When the powers that be decided that March 31 was going to be World Backup Day in 2011, it was meant to be a joke. Why? The next day is April Fool's Day … Lose your data and the best case scenario is, well, you know the word — but at worst, it is game over. And so World Backup Day has traditionally carried a very simple yet powerful message for businesses: Backup. Your. Data.

A large part of this backing up, is "data redundancy" — the idea that storing multiple copies of data in separate locations will offer greater resilience in the event of an outage or network security breach. Yet, as workloads have moved into the cloud, and AI and SaaS applications have become dominant vehicles for productivity, the concept of "redundancy" has started to expand.

Image
World Backup Day

Contingency Cloud Connectivity

A study in 2023 found that 94% of enterprises use cloud services, which is hardly surprising, and 67% of enterprise infrastructure is now cloud-based. Given this reliance on virtualization, connectivity has become mission critical.

Businesses not only need contingency plans for their data, but contingency plans for their connectivity. And so relying on a single-lane, vendor-locked connectivity pathway is a bit like only backing your data up in one place — once that solution fails, you guessed it — it's game over.

In 2025, roughly 85% of software used by the average business is Software as a Service (SaaS)-based, with a typical organization using 112 apps in their day-to-day operations. These cloud-based applications are wholly dependent on connectivity to function, and even minor slow-downs caused by congestion or packet loss on the network can kill productivity. A study we conducted found that downtime caused by poor connectivity can add up to an average of 46 minutes a week, or simply put 35 hours per year. That productivity cost can vary between $5,600 — $9,000 per minute depending on your company size and industry, according to Atlassian. The old adage rings true for downtime — time is money.

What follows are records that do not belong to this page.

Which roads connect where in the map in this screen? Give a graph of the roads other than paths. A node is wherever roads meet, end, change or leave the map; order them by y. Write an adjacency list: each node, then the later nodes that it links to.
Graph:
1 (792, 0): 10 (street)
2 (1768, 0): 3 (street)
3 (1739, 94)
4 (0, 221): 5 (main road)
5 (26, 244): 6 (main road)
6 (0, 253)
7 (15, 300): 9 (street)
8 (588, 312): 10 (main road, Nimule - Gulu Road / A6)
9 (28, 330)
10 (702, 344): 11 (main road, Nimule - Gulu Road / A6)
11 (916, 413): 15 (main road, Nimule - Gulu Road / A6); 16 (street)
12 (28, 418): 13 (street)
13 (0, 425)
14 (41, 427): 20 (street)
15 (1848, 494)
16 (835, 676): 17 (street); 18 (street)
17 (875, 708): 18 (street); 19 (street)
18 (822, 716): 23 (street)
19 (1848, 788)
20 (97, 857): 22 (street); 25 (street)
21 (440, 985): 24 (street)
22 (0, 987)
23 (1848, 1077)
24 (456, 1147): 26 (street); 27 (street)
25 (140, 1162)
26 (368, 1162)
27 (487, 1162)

Faster Isn't Necessarily Better

This is even more true of AI-driven workloads, where businesses depend on low-latency, high-performance connectivity to generate real-time or near real-time calculations. Over the years, we have been programmed to believe that faster connectivity = better connectivity, but the reality is far more nuanced. IT decision-makers frequently chase faster connections to improve their SaaS or AI performance, but 82% severely underestimate the impact of packet loss and the general performance of their connectivity.

This is what some refer to as the "Application Performance Trap" — expecting a single, lightning-fast connection to solve all performance issues. What's more many enterprises also use the public Internet to connect to SaaS and AI applications, but the public Internet was never designed to handle today's ultra-low-latency workloads. So what happens if that connectivity pathway becomes congested, or worse, fails entirely?

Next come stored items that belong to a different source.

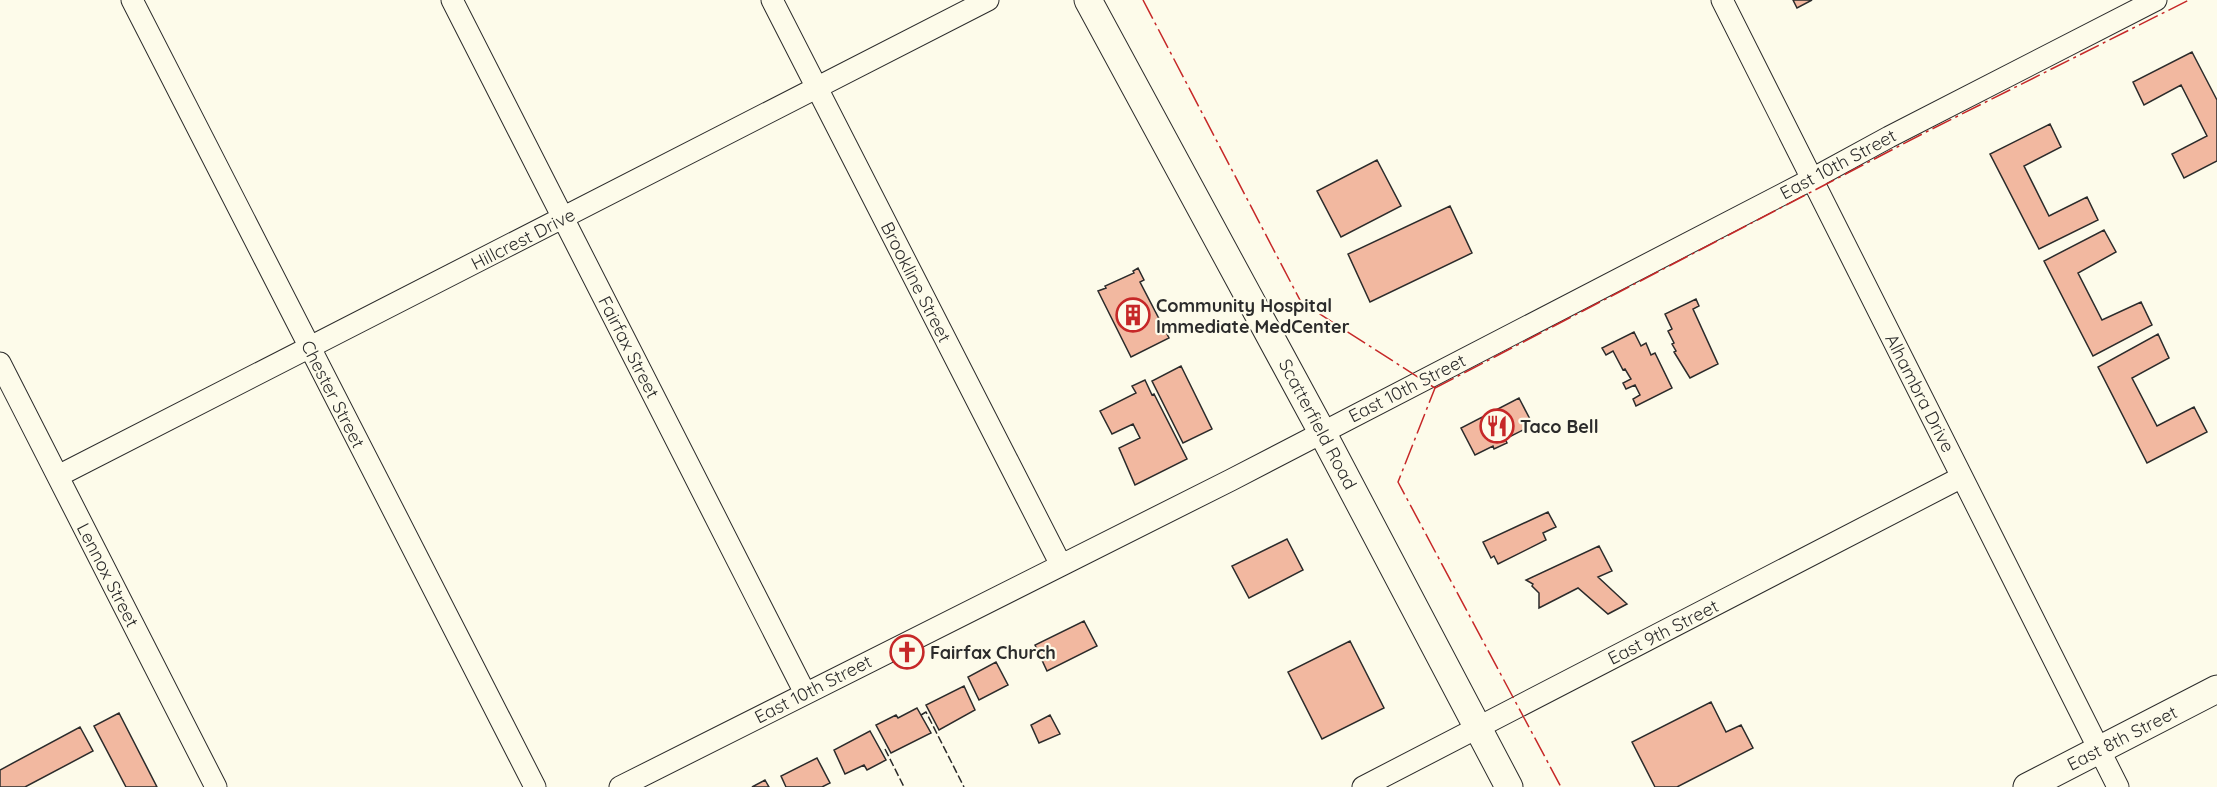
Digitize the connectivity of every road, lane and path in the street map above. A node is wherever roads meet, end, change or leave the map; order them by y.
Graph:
1 (132, 0) edge
2 (452, 0) edge
3 (772, 0) edge
4 (988, 0) edge
5 (1088, 0) edge
6 (1722, 0) edge
7 (2157, 0) edge
8 (818, 89) junction
9 (1812, 179) junction
10 (563, 218) junction
11 (309, 348) junction
12 (0, 363) edge
13 (1322, 432) junction
14 (58, 476) junction
15 (1962, 477) junction
16 (1061, 565) junction
17 (2217, 689) edge
18 (805, 693) junction
19 (1479, 727) junction
20 (2099, 750) junction
21 (216, 787) edge
22 (535, 787) edge
23 (621, 787) edge
24 (1363, 787) edge
25 (1509, 787) edge
26 (2027, 787) edge
27 (2118, 787) edge

1 - 11 street, Chester Street
2 - 10 street, Fairfax Street
3 - 8 street, Brookline Street
4 - 8 street, Hillcrest Drive
5 - 13 main road, Scatterfield Road
6 - 9 street, Alhambra Drive
7 - 9 street, East 10th Street
8 - 10 street, Hillcrest Drive
8 - 16 street, Brookline Street
9 - 13 street, East 10th Street
9 - 15 street, Alhambra Drive
10 - 11 street, Hillcrest Drive
10 - 18 street, Fairfax Street
11 - 14 street, Hillcrest Drive
11 - 22 street, Chester Street
12 - 14 street, Lennox Street
13 - 16 street, East 10th Street
13 - 19 main road, Scatterfield Road
14 - 21 street, Lennox Street
15 - 19 street, East 9th Street
15 - 20 street, Alhambra Drive
16 - 18 street, East 10th Street
17 - 20 main road, East 8th Street
18 - 23 street, East 10th Street
19 - 24 street, East 9th Street
19 - 25 main road, Scatterfield Road
20 - 26 main road, East 8th Street
20 - 27 street, Alhambra Drive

When Redundancy Is a Good Thing

This is why "redundant" connectivity is essential. The main principle of redundancy in this context is that there should always be at least two paths leading to a destination — if one fails, the other can be used. This can be achieved by using a carrier-neutral Internet Exchange or IX, which facilitates direct peer-to-peer connectivity between businesses and their cloud-based workloads, essentially bypassing the public Internet. By establishing direct connectivity for SaaS and AI applications, enterprises benefit from low and predictable latency, enhanced stability and much faster data transmission that cuts jitter.

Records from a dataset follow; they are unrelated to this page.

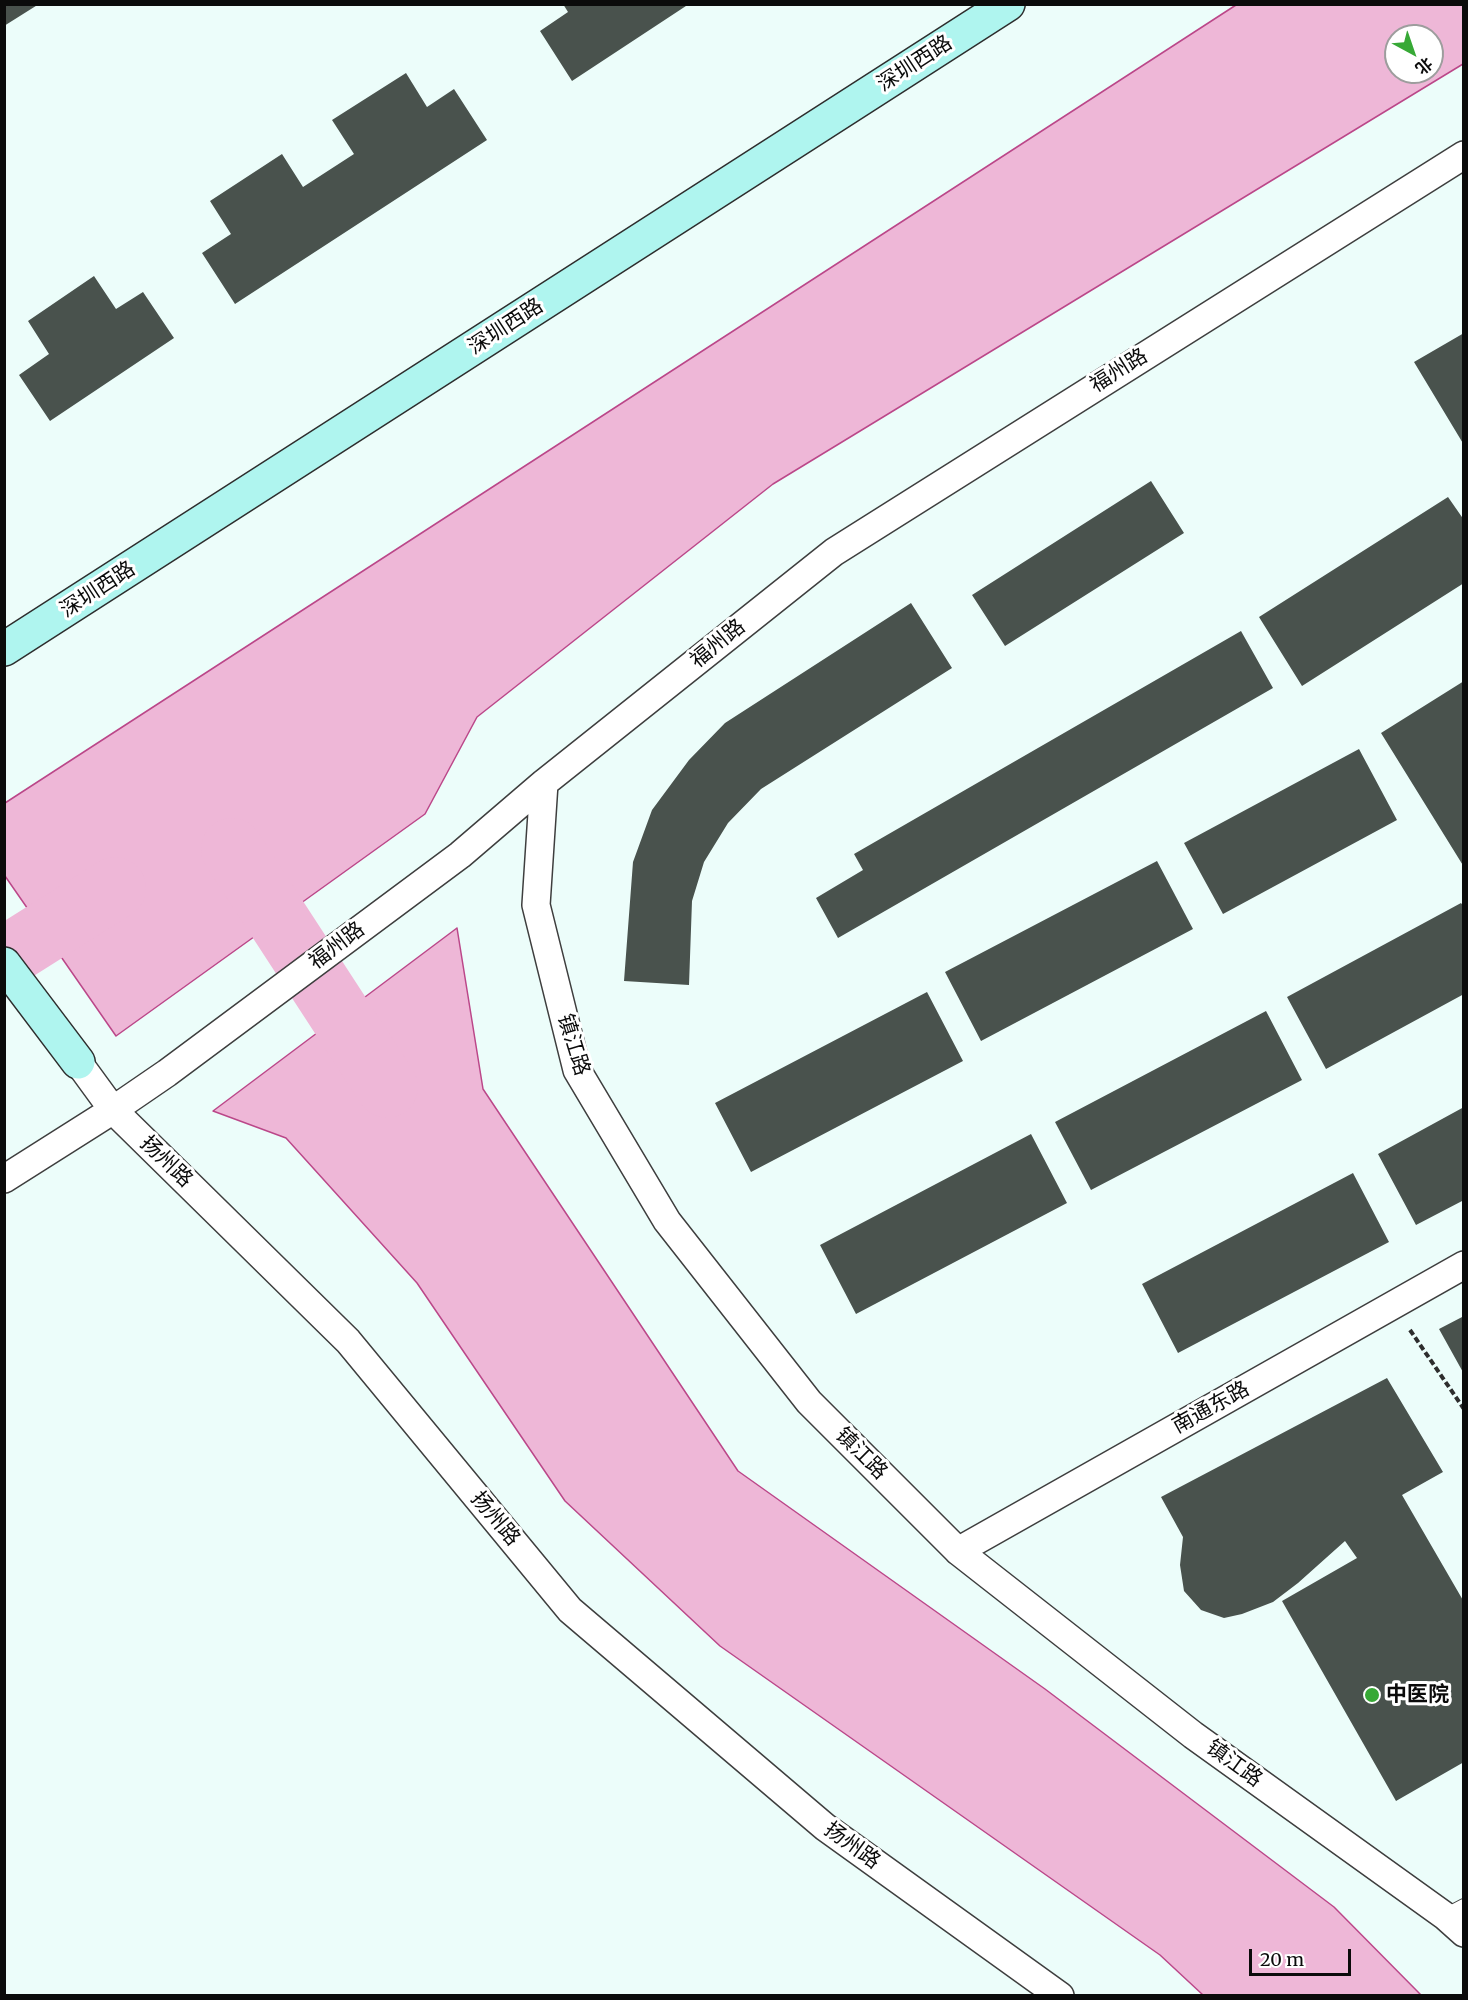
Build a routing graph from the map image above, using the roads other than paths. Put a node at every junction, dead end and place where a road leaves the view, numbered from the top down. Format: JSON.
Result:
{"nodes":[{"id":1,"x":1008,"y":4,"type":"edge"},
{"id":2,"x":1464,"y":155,"type":"edge"},
{"id":3,"x":4,"y":649,"type":"edge"},
{"id":4,"x":544,"y":783,"type":"junction"},
{"id":5,"x":4,"y":964,"type":"edge"},
{"id":6,"x":78,"y":1062,"type":"joint"},
{"id":7,"x":113,"y":1110,"type":"junction"},
{"id":8,"x":4,"y":1179,"type":"edge"},
{"id":9,"x":1464,"y":1265,"type":"edge"},
{"id":10,"x":957,"y":1551,"type":"junction"},
{"id":11,"x":1458,"y":1918,"type":"edge"},
{"id":12,"x":1060,"y":1995,"type":"edge"}],
"edges":[{"from":1,"to":3,"type":"street","name":"深圳西路"},
{"from":2,"to":4,"type":"street","name":"福州路"},
{"from":4,"to":7,"type":"street","name":"福州路"},
{"from":4,"to":10,"type":"street","name":"镇江路"},
{"from":5,"to":6,"type":"street","name":"扬州路"},
{"from":6,"to":7,"type":"street","name":"扬州路"},
{"from":7,"to":8,"type":"street","name":"福州路"},
{"from":7,"to":12,"type":"street","name":"扬州路"},
{"from":9,"to":10,"type":"street","name":"南通东路"},
{"from":10,"to":11,"type":"street","name":"镇江路"}]}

While IXs in the US were traditionally vendor-locked to a single carrier or data center, neutral IXs allow businesses to establish multiple connections with different providers — sometimes to serve a particular use-case, but often in the interests of redundancy. Our research has shown that more than 80% of IXs in the US are now data center and carrier neutral, presenting a perfect opportunity for businesses to not only back up their data, but also back up their critical connectivity this World Backup Day — avoiding any glitches on April 1.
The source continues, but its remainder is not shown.